» What the task requires: Starting at the first line of the records and stopping at the line that contains "position:absolute; left:24px; top:24px;", transcribe every line exactly and leave out the pictures.

» Records provided:
****************************************
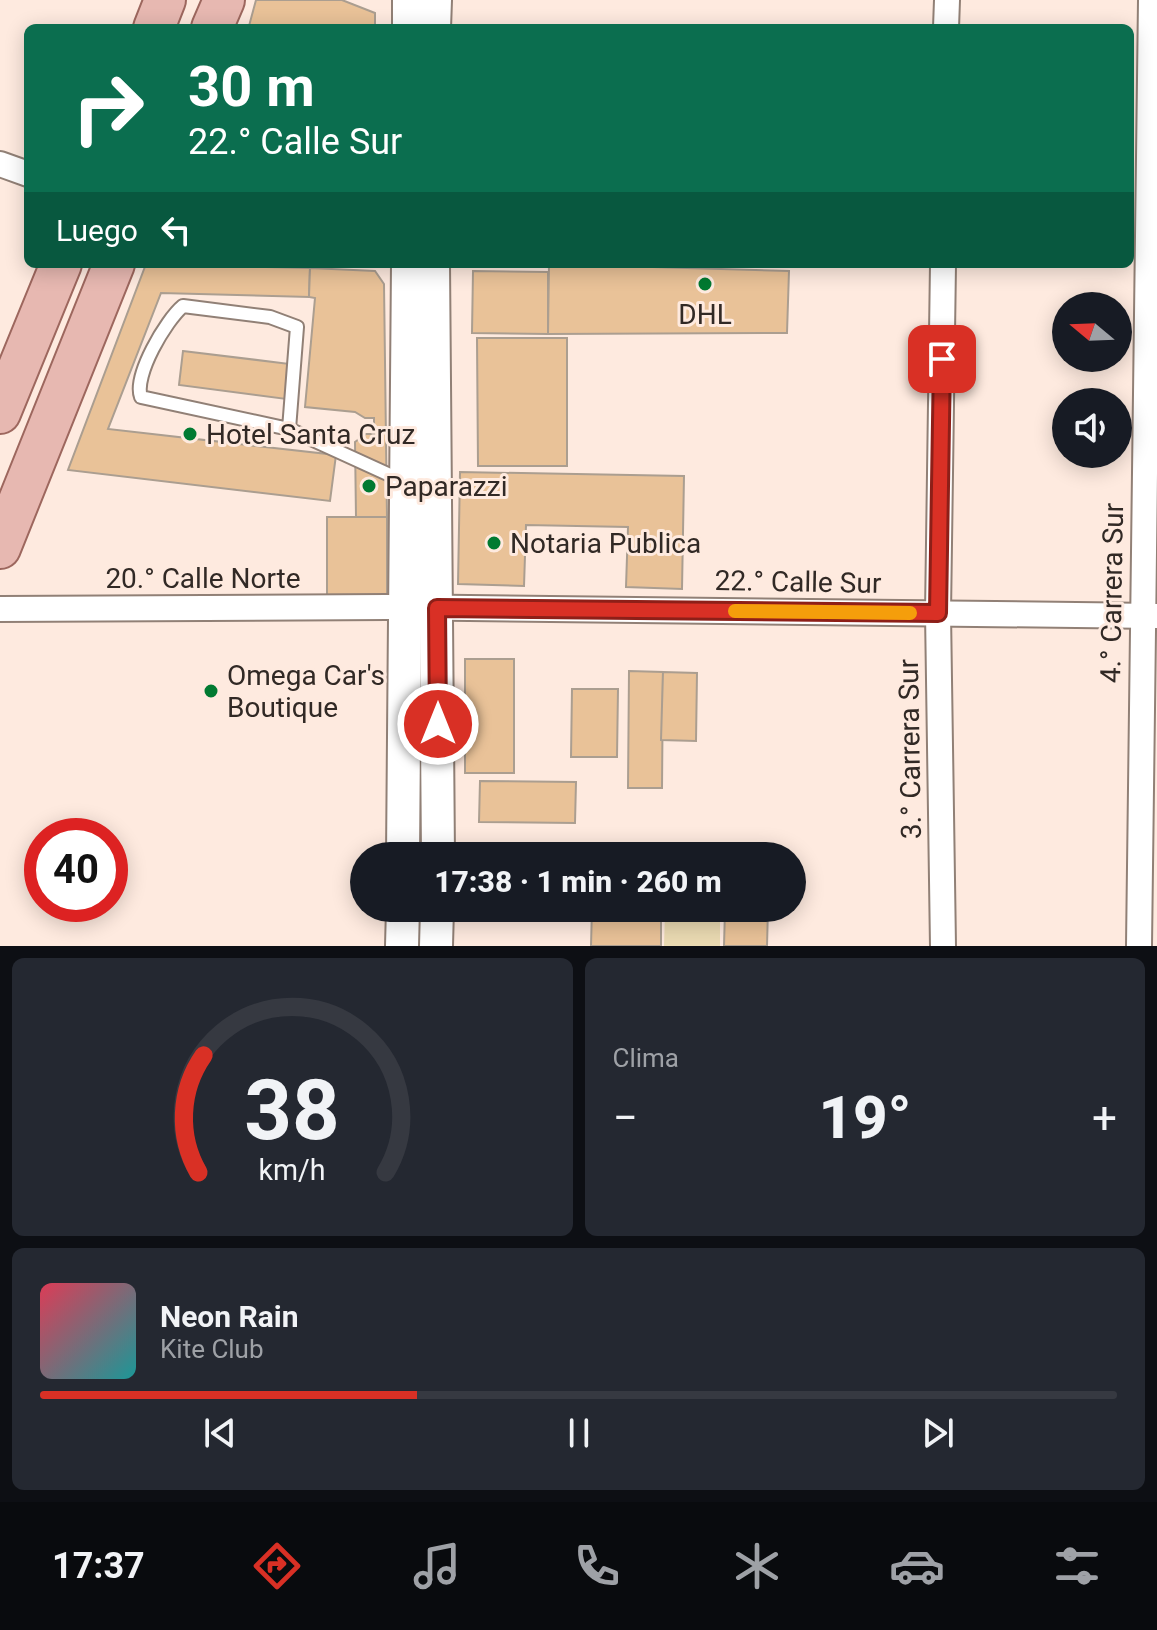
<!DOCTYPE html>
<html lang="es">
<head>
<meta charset="utf-8">
<style>
	:root { --surface:#171b24; --page:#242831; --text:#f1f3f6; --muted:#9ea1a6; --line:#363941; --accent:#d93025 }
	body { margin:0; font-family:Roboto,sans-serif; background:var(--page); color:var(--text); height:100vh; display:flex; flex-direction:column; font-size:30px; white-space:nowrap }
	* { box-sizing:border-box; margin:0 }
	p { font-size:26px; color:var(--muted) }
	.icon { flex:none; width:44px; height:44px; fill:none; stroke:currentColor; stroke-width:2; stroke-linecap:round; stroke-linejoin:round }
	.map { position:relative; height:946px; overflow:hidden }
	.sheet { display:flex; flex-direction:column; gap:12px; padding:12px; background:#0d0f14; flex:1 }
	.sheet>* { flex:none }
	.guide { position:absolute; left:24px; top:24px; width:1110px; height:244px; border-radius:12px; box-shadow:0 4px 20px #0003; background:#0b6e4f; color:#fff; overflow:hidden }
	.needle { width:52px; rotate:289deg }
	.buttons { position:absolute; left:1052px; top:292px; display:grid; gap:16px }
	.buttons a { display:grid; place-items:center; width:80px; height:80px; border-radius:50%; background:var(--surface); box-shadow:0 4px 20px #0003; font-size:40px }
	.speed { position:absolute; left:24px; top:818px; display:flex; gap:16px; font-size:40px; font-weight:700; text-align:center }
	.speed>* { display:grid; place-content:center; width:104px; height:104px; border-radius:50%; background:var(--surface); box-shadow:0 4px 20px #0003; line-height:1 }
	.speed .limit { border:12px solid #d22; background:#fff; color:#111 }
	.pin { position:absolute; display:grid; place-items:center; width:68px; height:68px; color:#fff; margin:-34px; border-radius:16px; box-shadow:0 4px 12px #0006 }
	.me { position:absolute; width:88px; margin:-44px; rotate:0deg; stroke-linejoin:round; filter:drop-shadow(0 0 6px #0008) }
	.turn { display:flex; align-items:center; gap:28px; height:168px; padding:0 32px; font-size:36px }
	.turn .icon { width:104px; height:104px; stroke-width:2.5 }
	.turn b { display:block; font-size:56px; line-height:68px }
	.then { display:flex; align-items:center; height:76px; padding:0 32px; background:#0003; gap:16px; font-size:30px }
	.big { font-size:60px; font-weight:800; line-height:1.1 }
	.sheet .tile { flex:1; display:flex; flex-direction:column; justify-content:center; gap:12px; min-width:0; padding:0 28px; border-radius:12px; background:var(--page) }
	.sheet .dial { align-items:center; gap:0 }
	.dial svg { height:208px; overflow:visible; fill:none; stroke:var(--line); stroke-width:7; stroke-linecap:round; text-anchor:middle }
	.dial text { fill:var(--text); stroke:none }
	.song { display:flex; align-items:center; gap:24px }
	.cover { width:96px; height:96px; border-radius:12px; background:linear-gradient(135deg,hsl(350 70% 55%),hsl(180 70% 35%)) }
	.played { height:8px; border-radius:4px; background:linear-gradient(90deg,var(--accent) 35%,var(--line) 35%) }
	.keys { display:flex; justify-content:space-around; direction:ltr }
	.heat { display:flex; justify-content:space-between; align-items:center; font-size:44px; direction:ltr }
	.sheet .tiles { flex:1; display:grid; gap:12px; grid-template-columns:1fr 1fr }
	.tile:last-child { grid-column:span 2 }
	.trip { position:absolute; left:350px; top:842px; width:456px; height:80px; border-radius:40px; background:var(--surface); box-shadow:0 4px 20px #0003; font-weight:800; line-height:80px; text-align:center }
	.dock { display:flex; height:128px; justify-content:space-around; align-items:center; background:#090b0e; color:var(--muted) }
	.dock .icon { width:56px; height:56px }
	.dock .selected { color:var(--accent) }
	.dock b { font-size:36px; color:var(--text) }
	.map>svg:first-child { display:block }
</style>
</head>
<body>
<div class="map">
<svg width="1157" height="946" viewBox="0 0 1157 946">
	<rect width="100%" height="100%" fill="#feeadf"/>
	<!-- green -->
	<polygon fill="#eadab2" points="665,912 720,913 720,946 664,946"/>
	<!-- building -->
	<g fill="#e9c298" stroke="#ab9e90" stroke-width="2">
		<polygon points="256,0 342,0 375,13 375,28 256,28 249,26"/>
		<polygon points="146,264 310,268 309,297 161,293 108,429 336,455 330,501 68,470"/>
		<polygon points="549,264 789,271 787,333 548,334"/>
		<polygon points="310,268 375,271 384,284 387,517 356,517 355,442 366,434 374,434 374,418 365,418 355,412 305,407 315,298 309,297"/>
		<polygon points="473,271 548,272 548,334 472,333"/>
		<polygon points="477,338 567,338 567,466 478,466"/>
		<polygon points="183,351 290,364 286,399 179,385"/>
		<polygon points="460,472 684,476 682,589 626,587 628,527 526,525 524,586 458,584"/>
		<polygon points="327,517 387,517 387,604 327,605"/>
		<rect x="465" y="659" width="49" height="114"/>
		<polygon points="629,671 663,672 662,788 628,788"/>
		<polygon points="663,672 697,673 696,741 661,740"/>
		<polygon points="572,689 618,689 617,757 571,757"/>
		<polygon points="480,781 576,782 575,823 479,822"/>
		<polygon points="592,908 661,910 661,946 591,946"/>
		<polygon points="641,908 768,908 767,946 724,946 725,910"/>
	</g>
	<g fill="none" stroke-linecap="round" stroke-linejoin="round">
		<!-- service casing -->
		<g stroke="#918076" stroke-width="16">
			<path id="service" d="M 289,429 L 297,327 L 270,317 L 183,306 C 166,320 133,376 141,397 L 289,429 L 403,481"/>
		</g>
		<!-- minor casing -->
		<g stroke="#918076" stroke-width="28">
			<g id="minor">
				<polyline points="946,28 947,0"/>
				<polyline points="0,164 28,174"/>
				<polyline points="0,609 387,607 1157,616"/>
				<polyline points="943,946 938,613 943,264"/>
				<polyline points="1139,946 1151,0"/>
			</g>
		</g>
		<!-- tertiary casing -->
		<g stroke="#918076" stroke-width="36">
			<g id="tertiary">
				<polyline points="409,28 409,0"/>
				<polyline points="434,28 435,0"/>
				<polyline points="433,264 438,856"/>
				<polyline points="403,856 408,264"/>
				<polyline points="402,946 403,908"/>
				<polyline points="436,946 437,908"/>
			</g>
		</g>
		<!-- primary casing -->
		<g stroke="#9d675e" stroke-width="44">
			<g id="primary">
				<polyline points="154,28 165,0"/>
				<polyline points="212,28 224,0"/>
				<polyline points="0,413 61,264"/>
				<polyline points="0,548 114,264"/>
			</g>
		</g>
		<!-- service -->
		<use href="#service" stroke="#fff" stroke-width="12"/>
		<!-- minor -->
		<use href="#minor" stroke="#fff" stroke-width="24"/>
		<!-- tertiary -->
		<use href="#tertiary" stroke="#fff" stroke-width="32"/>
		<!-- primary -->
		<use href="#primary" stroke="#e7b8b1" stroke-width="40"/>
	</g>
	<g fill="none" stroke-linecap="round" stroke-linejoin="round">
		<!-- route casing -->
		<g stroke="#8d1f18" stroke-width="20">
			<polyline id="route" points="438,724 437,608 938,613 942,359"/>
		</g>
		<!-- route -->
		<use href="#route" stroke="#d93025" stroke-width="14"/>
		<!-- slow -->
		<polyline stroke="#f59e0b" stroke-width="14" points="735,611 910,613"/>
	</g>
	<!-- markers -->
	<g fill="#017a31" stroke="#feeadf" stroke-width="3">
		<circle cx="705" cy="284" r="8"/>
		<circle cx="190" cy="434" r="8"/>
		<circle cx="369" cy="486" r="8"/>
		<circle cx="494" cy="543" r="8"/>
		<circle cx="211" cy="691" r="8"/>
	</g>
	<g text-anchor="middle" dominant-baseline="central" stroke-width="6" stroke-linejoin="round" paint-order="stroke">
		<!-- poi labels -->
		<g font-size="28" fill="#312925" stroke="#feeadf" text-anchor="start">
			<text x="705" y="314" text-anchor="middle">DHL</text>
			<text x="206" y="434">Hotel Santa Cruz</text>
			<text x="385" y="486">Paparazzi</text>
			<text x="510" y="543">Notaria Publica</text>
			<text x="227" y="675">Omega Car's<tspan x="227" dy="32">Boutique</tspan></text>
		</g>
		<!-- street labels -->
		<g font-size="28" fill="#312925" stroke="#feeadf">
			<text x="203" y="578">20.° Calle Norte</text>
			<text transform="translate(798 582) rotate(1)">22.° Calle Sur</text>
			<text transform="translate(1112 593) rotate(-89)">4.° Carrera Sur</text>
			<text transform="translate(910 749) rotate(-91)">3.° Carrera Sur</text>
		</g>
	</g>
</svg>
<div class="buttons">
<a><svg class="needle" viewBox="-14 -14 28 28"><path d="M0-13l5 13h-10z" fill="#e53935"/><path d="M0 13l5-13h-10z" fill="#9ea1a6"/></svg></a>
<a><svg class="icon" aria-label="sound" viewBox="0 0 24 24"><path d="M4 9h4l5-4v14l-5-4H4zM17 9q2 3 0 6"/></svg></a>
</div>
<div class="speed"><div class="limit">40</div></div>
<div class="pin" style="left:942px;top:359px;background:#d93025"><svg class="icon" aria-label="arrive" viewBox="0 0 24 24"><path d="M6 21V4h12l-3 4 3 4H6"/></svg></div>
<svg class="me" style="left:438px;top:724px" viewBox="-20 -20 40 40"><circle r="17" fill="#d93025" stroke="#fff" stroke-width="3"/><path d="M0-11L8 9 0 5-8 9z" fill="#fff"/></svg>
<div class="trip">17:38 · 1 min · 260 m</div>
<div class="guide">
<div class="turn"><svg class="icon" aria-label="right" viewBox="0 0 24 24"><path d="M7 20v-9h11M14 6l5 5-5 5"/></svg><div><b>30 m</b>22.° Calle Sur</div></div>
<div class="then">Luego<svg class="icon" aria-label="left" viewBox="0 0 24 24"><path d="M17 20v-9H6M10 6l-5 5 5 5"/></svg></div>
</div>
</div>
<section class="sheet">
<div class="tiles">
<div class="tile dial"><svg viewBox="0 0 100 80">
<path d="M14 69A42 42 0 1 1 86 69"/>
<path d="M14 69A42 42 0 0 1 16 24" stroke="#d93025"/>
<text x="50" y="56" font-size="32" font-weight="700">38</text>
<text x="50" y="72" font-size="11">km/h</text>
</svg></div>
<div class="tile"><p>Clima</p>
<div class="heat"><a>−</a><b class="big">19°</b><a>+</a></div>
</div>
<div class="tile">
<div class="song"><i class="cover"></i><div><b>Neon Rain</b><p>Kite Club</p></div></div>
<div class="played"></div>
<div class="keys"><svg class="icon" aria-label="previous" viewBox="0 0 24 24"><path d="M18 5L8 12l10 7zM5 5v14"/></svg><svg class="icon" aria-label="pause" viewBox="0 0 24 24"><path d="M8 5v14M16 5v14"/></svg><svg class="icon" aria-label="next" viewBox="0 0 24 24"><path d="M6 5l10 7-10 7zM19 5v14"/></svg></div>
</div>
</div>
</section>
<nav class="dock">
<b>17:37</b>
<svg class="icon selected" aria-label="directions" viewBox="0 0 24 24"><path d="M12 3l9 9-9 9-9-9zM9 14v-3h6M13 9l2 2-2 2"/></svg>
<svg class="icon" aria-label="music" viewBox="0 0 24 24"><path d="M9 18V5l10-2v13"/><circle cx="6" cy="18" r="3"/><circle cx="16" cy="16" r="3"/></svg>
<svg class="icon" aria-label="phone" viewBox="0 0 24 24"><path d="M5 4h4l2 5-3 2q2 4 5 5l2-3 5 2v4C11 20 4 13 5 4z"/></svg>
<svg class="icon" aria-label="climate" viewBox="0 0 24 24"><path d="M12 3v18M4 7l16 10M4 17L20 7"/></svg>
<svg class="icon" aria-label="car" viewBox="0 0 24 24"><path d="M5 17H2v-5l4-1 3-4h7l3 4 3 1v5h-3M9 17h6M6 11h13"/><circle cx="7" cy="17" r="2"/><circle cx="17" cy="17" r="2"/></svg>
<svg class="icon" aria-label="filters" viewBox="0 0 24 24"><path d="M4 7h16M4 17h16"/><circle cx="9" cy="7" r="2"/><circle cx="15" cy="17" r="2"/></svg>
</nav>
</body>
</html>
****************************************
» Written response:
<!DOCTYPE html>
<html lang="es">
<head>
<meta charset="utf-8">
<style>
	:root { --surface:#171b24; --page:#242831; --text:#f1f3f6; --muted:#9ea1a6; --line:#363941; --accent:#d93025 }
	body { margin:0; font-family:Roboto,sans-serif; background:var(--page); color:var(--text); height:100vh; display:flex; flex-direction:column; font-size:30px; white-space:nowrap }
	* { box-sizing:border-box; margin:0 }
	p { font-size:26px; color:var(--muted) }
	.icon { flex:none; width:44px; height:44px; fill:none; stroke:currentColor; stroke-width:2; stroke-linecap:round; stroke-linejoin:round }
	.map { position:relative; height:946px; overflow:hidden }
	.sheet { display:flex; flex-direction:column; gap:12px; padding:12px; background:#0d0f14; flex:1 }
	.sheet>* { flex:none }
	.guide { position:absolute; left:24px; top:24px; width:1110px; height:244px; border-radius:12px; box-shadow:0 4px 20px #0003; background:#0b6e4f; color:#fff; overflow:hidden }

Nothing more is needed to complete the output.